Les Français ne sont pas forcément prêts à travailler plus longtemps pour bénéficier d'une meilleure retraite ensuite, souligne l'enquête annuelle du Cercle de l'épargne. Et ils n'ont pas non plus vraiment confiance dans les capacités du gouvernement à conduire la réforme des retraites dans leur intérêt.

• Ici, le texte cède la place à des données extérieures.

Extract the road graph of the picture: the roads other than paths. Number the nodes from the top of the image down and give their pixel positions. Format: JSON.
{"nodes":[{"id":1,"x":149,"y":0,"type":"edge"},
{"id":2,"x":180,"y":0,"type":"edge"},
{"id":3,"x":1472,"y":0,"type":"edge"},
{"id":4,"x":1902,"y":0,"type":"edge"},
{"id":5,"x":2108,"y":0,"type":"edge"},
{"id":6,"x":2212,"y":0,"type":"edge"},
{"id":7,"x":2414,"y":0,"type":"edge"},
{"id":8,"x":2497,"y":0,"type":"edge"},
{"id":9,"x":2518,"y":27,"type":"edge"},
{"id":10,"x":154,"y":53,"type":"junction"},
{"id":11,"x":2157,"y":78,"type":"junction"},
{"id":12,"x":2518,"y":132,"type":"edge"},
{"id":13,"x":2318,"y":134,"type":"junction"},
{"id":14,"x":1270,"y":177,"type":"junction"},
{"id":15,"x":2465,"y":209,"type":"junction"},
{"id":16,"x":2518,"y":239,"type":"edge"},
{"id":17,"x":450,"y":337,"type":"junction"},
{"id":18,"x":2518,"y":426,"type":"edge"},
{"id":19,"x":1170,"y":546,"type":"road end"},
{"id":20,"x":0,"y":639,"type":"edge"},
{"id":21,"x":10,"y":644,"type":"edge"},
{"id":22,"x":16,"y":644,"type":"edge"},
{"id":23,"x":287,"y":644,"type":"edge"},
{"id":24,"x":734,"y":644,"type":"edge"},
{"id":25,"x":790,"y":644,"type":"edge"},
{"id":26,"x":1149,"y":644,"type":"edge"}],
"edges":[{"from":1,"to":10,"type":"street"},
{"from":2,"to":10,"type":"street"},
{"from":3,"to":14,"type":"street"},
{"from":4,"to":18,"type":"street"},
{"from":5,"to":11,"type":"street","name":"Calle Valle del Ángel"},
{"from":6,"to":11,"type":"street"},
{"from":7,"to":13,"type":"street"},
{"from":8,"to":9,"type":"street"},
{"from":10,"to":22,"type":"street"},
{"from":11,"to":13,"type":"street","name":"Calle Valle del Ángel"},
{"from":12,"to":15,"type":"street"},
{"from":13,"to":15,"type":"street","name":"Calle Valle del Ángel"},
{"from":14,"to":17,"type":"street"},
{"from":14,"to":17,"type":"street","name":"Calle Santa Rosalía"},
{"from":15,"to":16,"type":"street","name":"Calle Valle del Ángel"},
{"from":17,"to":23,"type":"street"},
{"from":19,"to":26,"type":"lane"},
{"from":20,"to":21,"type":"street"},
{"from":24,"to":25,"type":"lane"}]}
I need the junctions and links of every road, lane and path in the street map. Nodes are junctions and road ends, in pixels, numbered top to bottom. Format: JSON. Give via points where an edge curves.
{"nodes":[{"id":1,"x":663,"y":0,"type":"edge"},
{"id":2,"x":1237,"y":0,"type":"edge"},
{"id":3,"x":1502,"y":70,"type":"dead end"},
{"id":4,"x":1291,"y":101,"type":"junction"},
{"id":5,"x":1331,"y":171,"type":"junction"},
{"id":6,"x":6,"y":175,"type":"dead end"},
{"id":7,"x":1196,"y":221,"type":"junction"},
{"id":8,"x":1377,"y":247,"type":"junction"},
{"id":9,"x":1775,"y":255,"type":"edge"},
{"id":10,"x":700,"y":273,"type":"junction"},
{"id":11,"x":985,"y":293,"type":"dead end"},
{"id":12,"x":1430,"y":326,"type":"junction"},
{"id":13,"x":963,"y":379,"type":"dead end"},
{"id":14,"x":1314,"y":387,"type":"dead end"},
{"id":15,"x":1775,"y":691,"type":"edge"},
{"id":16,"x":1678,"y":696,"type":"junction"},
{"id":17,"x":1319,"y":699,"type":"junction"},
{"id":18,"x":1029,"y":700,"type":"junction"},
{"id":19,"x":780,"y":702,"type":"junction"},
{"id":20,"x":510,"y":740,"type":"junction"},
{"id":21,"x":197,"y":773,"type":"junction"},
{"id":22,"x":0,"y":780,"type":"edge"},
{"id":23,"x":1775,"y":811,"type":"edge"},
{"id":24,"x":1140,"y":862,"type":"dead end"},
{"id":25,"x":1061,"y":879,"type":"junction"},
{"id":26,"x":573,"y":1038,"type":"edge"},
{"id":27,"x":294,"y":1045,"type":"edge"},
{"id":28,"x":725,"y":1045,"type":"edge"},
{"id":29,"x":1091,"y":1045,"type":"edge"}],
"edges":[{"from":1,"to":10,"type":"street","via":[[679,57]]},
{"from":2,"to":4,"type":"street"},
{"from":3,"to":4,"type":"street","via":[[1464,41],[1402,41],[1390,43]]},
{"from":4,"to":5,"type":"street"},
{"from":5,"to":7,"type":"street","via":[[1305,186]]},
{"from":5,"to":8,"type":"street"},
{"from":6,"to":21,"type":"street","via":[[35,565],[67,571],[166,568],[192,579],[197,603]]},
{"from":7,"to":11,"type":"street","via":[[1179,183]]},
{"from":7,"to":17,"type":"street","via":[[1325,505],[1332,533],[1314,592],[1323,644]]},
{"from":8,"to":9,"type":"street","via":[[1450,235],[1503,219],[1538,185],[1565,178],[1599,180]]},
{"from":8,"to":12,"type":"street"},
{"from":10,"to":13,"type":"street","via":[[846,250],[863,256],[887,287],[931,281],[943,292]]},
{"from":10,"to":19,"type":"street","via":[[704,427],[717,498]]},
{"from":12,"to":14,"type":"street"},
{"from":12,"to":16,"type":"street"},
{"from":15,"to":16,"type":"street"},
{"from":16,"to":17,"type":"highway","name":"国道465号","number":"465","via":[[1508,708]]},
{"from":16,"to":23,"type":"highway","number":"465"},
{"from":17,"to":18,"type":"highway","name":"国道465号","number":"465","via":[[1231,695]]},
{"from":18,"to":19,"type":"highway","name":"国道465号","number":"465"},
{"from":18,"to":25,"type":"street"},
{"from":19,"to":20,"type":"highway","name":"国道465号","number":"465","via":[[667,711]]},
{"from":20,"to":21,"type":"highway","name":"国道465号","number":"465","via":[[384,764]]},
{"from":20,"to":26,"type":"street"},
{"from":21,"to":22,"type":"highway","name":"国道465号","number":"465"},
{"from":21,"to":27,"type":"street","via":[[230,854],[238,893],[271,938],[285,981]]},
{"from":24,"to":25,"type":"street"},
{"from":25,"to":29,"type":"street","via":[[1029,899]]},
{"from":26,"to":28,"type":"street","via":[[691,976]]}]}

Les Français ne semblent pas prêt à travailler plus longtemps pour partir à la retraite avec un peu plus
Les Français ne semblent pas prêt à travailler plus longtemps pour partir à la retraite avec un peu plus © Getty / Hero Images

Les Français plébiscitent à plus de 80 % le principe d'une grande réforme des retraites vers un système universel par point, selon l'étude publiée ce mardi par le Cercle de l'épargne. Dans le détail, 34% des Français sont pour la "mise en place d'un régime universel de retraite" et 48% sont favorables à "la mise en place d'une régime universel de retraite avec le maintien de certaines spécificité" comme la prise en compte de la pénibilité au travail ou des horaires décalés. Seuls 18% des Français  sont pour le maintien du système actuel de retraire.

"Les Français sont favorables à cette réforme car ils souhaitent que tous les Français soient globalement traités de la même façon au moment de la retraite" décrypte Philippe Crevel au micro de France Inter. Mais "ils ne sont que 34 % à considérer que le projet de régime universel de retraite vise réellement à aller vers plus d'équité et à appliquer la formule 'un euro cotisé donne les mêmes droits pour tous'", souligne le directeur du Cercle de l'épargne.

Par ailleurs, quelque 69 % des Français pensent que leur pension est ou sera insuffisante pour vivre correctement. 79% des Français considèrent qu’il faut maintenir la retraite à 62 ans voire revenir à 60 ans (38% sont pour la maintenir à 62 ans, 41% pour revenir à 60 ans).

Les partenaires sociaux plutôt que l'État

"Le sentiment de défiance qui traverse l'ensemble du pays se manifeste dans l'enquête 2019", poursuit Philippe Crevel, en référence au mouvement des "gilets jaunes", notamment. 

Les répondants pensent que le gouvernement a des objectifs cachés, masqués, comme le report de l'âge de départ à la retraite et une diminution des pensions.

Résultat : les personnes qui ont répondu à l'édition 2019 de l'enquête expriment une très "faible confiance envers l'État pour être le responsable de la réforme" ; 69 % préféreraient que ce soient les partenaires sociaux qui mènent cette réforme. 

Preuve, traduit Philippe Crevel, d'une "défiance assez forte vis à vis de l'État".

Fin de la confiance en l'État providence ?

L'enquête montre aussi une certaine inquiétude face au niveau de vie des futurs retraités. Ils sont 69 % à craindre de toucher plus tard des pensions insuffisantes pour vivre correctement une fois à la retraite.

Un pessimisme qui pousse les Français à agir. Le Cercle de l'épargne note une hausse de l'épargne comme complément de pension et par l'achat de sa résidence principale, signe d'une prise en charge de son avenir par les actifs pour compenser les manquements de l'État providence. "Les jeunes générations ont décidé d'épargner et de se constituer un patrimoine en vue de la retraite", un phénomène qui était jusqu'alors observé plus tardivement."